-- WORK TO COMPLETE --
Since the pictures are not wanted, reproduce only the rest of the records, exactly as given.

-- DATA PROVIDED --

--- --- ---

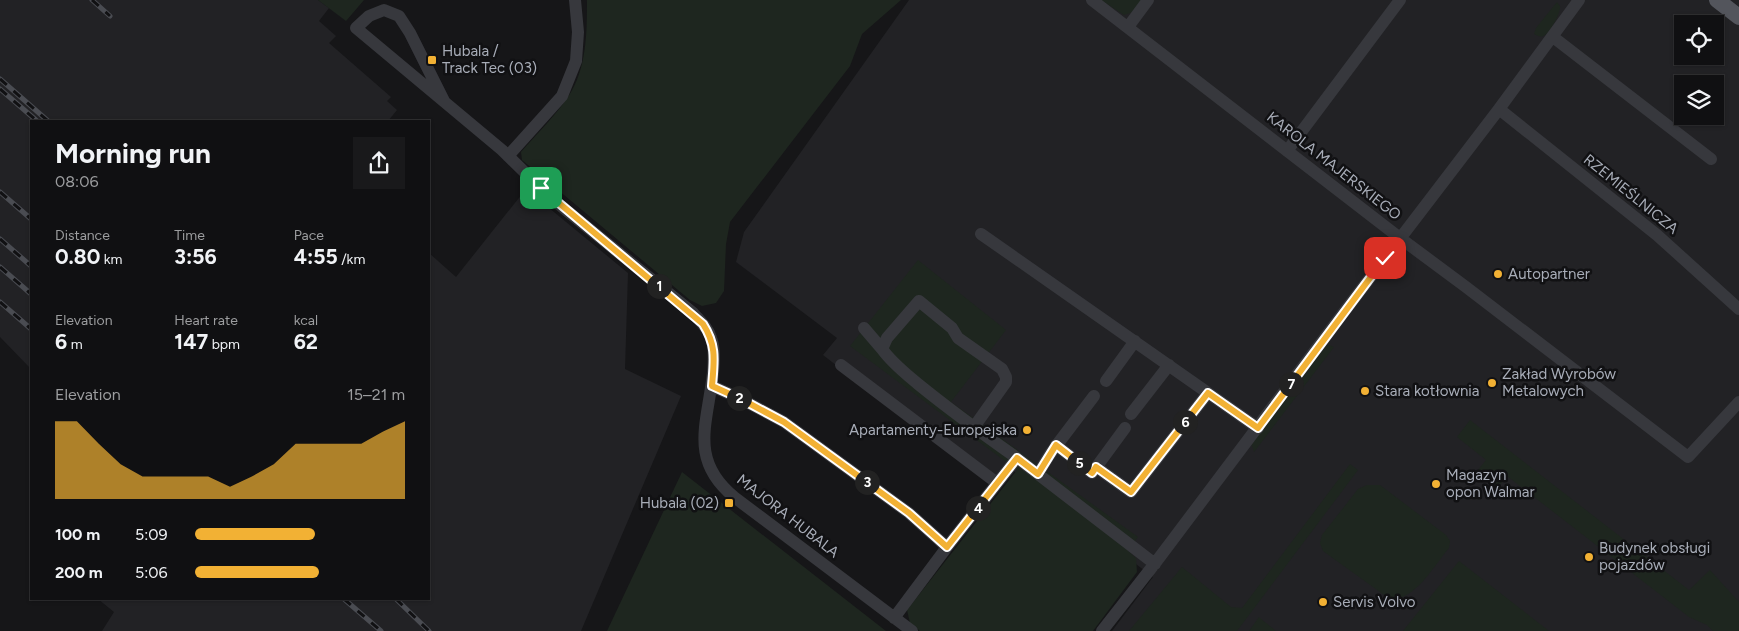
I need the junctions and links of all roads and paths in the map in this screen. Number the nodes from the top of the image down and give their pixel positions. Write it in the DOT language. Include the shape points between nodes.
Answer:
graph roads {
  1 [pos="575,0"];
  2 [pos="1092,0"];
  3 [pos="1148,0"];
  4 [pos="1400,0"];
  5 [pos="1579,0"];
  6 [pos="1717,0"];
  7 [pos="1739,17"];
  8 [pos="1128,27"];
  9 [pos="1553,37"];
  10 [pos="444,101"];
  11 [pos="1499,109"];
  12 [pos="1287,151"];
  13 [pos="508,156"];
  14 [pos="1711,159"];
  15 [pos="981,234"];
  16 [pos="1400,238"];
  17 [pos="1739,309"];
  18 [pos="864,328"];
  19 [pos="1134,341"];
  20 [pos="882,349"];
  21 [pos="841,365"];
  22 [pos="1169,365"];
  23 [pos="1106,381"];
  24 [pos="712,386"];
  25 [pos="1208,393"];
  26 [pos="1094,396"];
  27 [pos="1739,402"];
  28 [pos="1131,414"];
  29 [pos="974,427"];
  30 [pos="1125,428"];
  31 [pos="1258,428"];
  32 [pos="1056,445"];
  33 [pos="1017,458"];
  34 [pos="1096,467"];
  35 [pos="1038,474"];
  36 [pos="997,483"];
  37 [pos="947,547"];
  38 [pos="1155,564"];
  39 [pos="894,618"];
  40 [pos="912,631"];
  41 [pos="1102,631"];
  1 -- 13 [label="street" via="576,61 562,96"];
  2 -- 8 [label="street, KAROLA MAJERSKIEGO"];
  3 -- 8 [label="street"];
  4 -- 12 [label="street"];
  5 -- 9 [label="street"];
  6 -- 7 [label="main road"];
  8 -- 12 [label="street, KAROLA MAJERSKIEGO"];
  9 -- 11 [label="street"];
  9 -- 14 [label="street"];
  10 -- 10 [label="street, MAJORA HUBALA" via="399,16 384,10 369,16 356,28"];
  10 -- 13 [label="street, MAJORA HUBALA"];
  11 -- 16 [label="street"];
  11 -- 17 [label="street, RZEMIEŚLNICZA" via="1652,231"];
  12 -- 16 [label="street, KAROLA MAJERSKIEGO"];
  13 -- 24 [label="street, MAJORA HUBALA" via="550,197 703,324 714,348"];
  15 -- 19 [label="street"];
  16 -- 27 [label="street, KAROLA MAJERSKIEGO" via="1688,457"];
  16 -- 31 [label="street"];
  18 -- 20 [label="street"];
  19 -- 22 [label="street"];
  19 -- 23 [label="street"];
  20 -- 29 [label="street" via="890,360"];
  20 -- 29 [label="street" via="887,338 919,301 952,328 958,338 1002,369 1006,382"];
  21 -- 36 [label="street"];
  22 -- 25 [label="street"];
  22 -- 28 [label="street"];
  24 -- 37 [label="street" via="784,422 909,513"];
  24 -- 39 [label="street, MAJORA HUBALA" via="705,443 708,466 715,478 734,497"];
  25 -- 31 [label="street"];
  25 -- 34 [label="street" via="1131,492"];
  26 -- 32 [label="street"];
  29 -- 33 [label="street"];
  30 -- 34 [label="street"];
  31 -- 38 [label="street"];
  32 -- 34 [label="street" via="1092,473"];
  32 -- 35 [label="street"];
  33 -- 35 [label="street"];
  33 -- 36 [label="street"];
  35 -- 38 [label="street"];
  36 -- 37 [label="street"];
  37 -- 39 [label="street"];
  38 -- 41 [label="street"];
  39 -- 40 [label="street, MAJORA HUBALA"];
}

--- --- ---

-- OUTPUT FOR THIS EXERCISE --
I need the junctions and links of all roads and paths in the map in this screen. Number the nodes from the top of the image down and give their pixel positions. Write it in the DOT language. Include the shape points between nodes.
Answer:
graph roads {
  1 [pos="575,0"];
  2 [pos="1092,0"];
  3 [pos="1148,0"];
  4 [pos="1400,0"];
  5 [pos="1579,0"];
  6 [pos="1717,0"];
  7 [pos="1739,17"];
  8 [pos="1128,27"];
  9 [pos="1553,37"];
  10 [pos="444,101"];
  11 [pos="1499,109"];
  12 [pos="1287,151"];
  13 [pos="508,156"];
  14 [pos="1711,159"];
  15 [pos="981,234"];
  16 [pos="1400,238"];
  17 [pos="1739,309"];
  18 [pos="864,328"];
  19 [pos="1134,341"];
  20 [pos="882,349"];
  21 [pos="841,365"];
  22 [pos="1169,365"];
  23 [pos="1106,381"];
  24 [pos="712,386"];
  25 [pos="1208,393"];
  26 [pos="1094,396"];
  27 [pos="1739,402"];
  28 [pos="1131,414"];
  29 [pos="974,427"];
  30 [pos="1125,428"];
  31 [pos="1258,428"];
  32 [pos="1056,445"];
  33 [pos="1017,458"];
  34 [pos="1096,467"];
  35 [pos="1038,474"];
  36 [pos="997,483"];
  37 [pos="947,547"];
  38 [pos="1155,564"];
  39 [pos="894,618"];
  40 [pos="912,631"];
  41 [pos="1102,631"];
  1 -- 13 [label="street" via="576,61 562,96"];
  2 -- 8 [label="street, KAROLA MAJERSKIEGO"];
  3 -- 8 [label="street"];
  4 -- 12 [label="street"];
  5 -- 9 [label="street"];
  6 -- 7 [label="main road"];
  8 -- 12 [label="street, KAROLA MAJERSKIEGO"];
  9 -- 11 [label="street"];
  9 -- 14 [label="street"];
  10 -- 10 [label="street, MAJORA HUBALA" via="399,16 384,10 369,16 356,28"];
  10 -- 13 [label="street, MAJORA HUBALA"];
  11 -- 16 [label="street"];
  11 -- 17 [label="street, RZEMIEŚLNICZA" via="1652,231"];
  12 -- 16 [label="street, KAROLA MAJERSKIEGO"];
  13 -- 24 [label="street, MAJORA HUBALA" via="550,197 703,324 714,348"];
  15 -- 19 [label="street"];
  16 -- 27 [label="street, KAROLA MAJERSKIEGO" via="1688,457"];
  16 -- 31 [label="street"];
  18 -- 20 [label="street"];
  19 -- 22 [label="street"];
  19 -- 23 [label="street"];
  20 -- 29 [label="street" via="890,360"];
  20 -- 29 [label="street" via="887,338 919,301 952,328 958,338 1002,369 1006,382"];
  21 -- 36 [label="street"];
  22 -- 25 [label="street"];
  22 -- 28 [label="street"];
  24 -- 37 [label="street" via="784,422 909,513"];
  24 -- 39 [label="street, MAJORA HUBALA" via="705,443 708,466 715,478 734,497"];
  25 -- 31 [label="street"];
  25 -- 34 [label="street" via="1131,492"];
  26 -- 32 [label="street"];
  29 -- 33 [label="street"];
  30 -- 34 [label="street"];
  31 -- 38 [label="street"];
  32 -- 34 [label="street" via="1092,473"];
  32 -- 35 [label="street"];
  33 -- 35 [label="street"];
  33 -- 36 [label="street"];
  35 -- 38 [label="street"];
  36 -- 37 [label="street"];
  37 -- 39 [label="street"];
  38 -- 41 [label="street"];
  39 -- 40 [label="street, MAJORA HUBALA"];
}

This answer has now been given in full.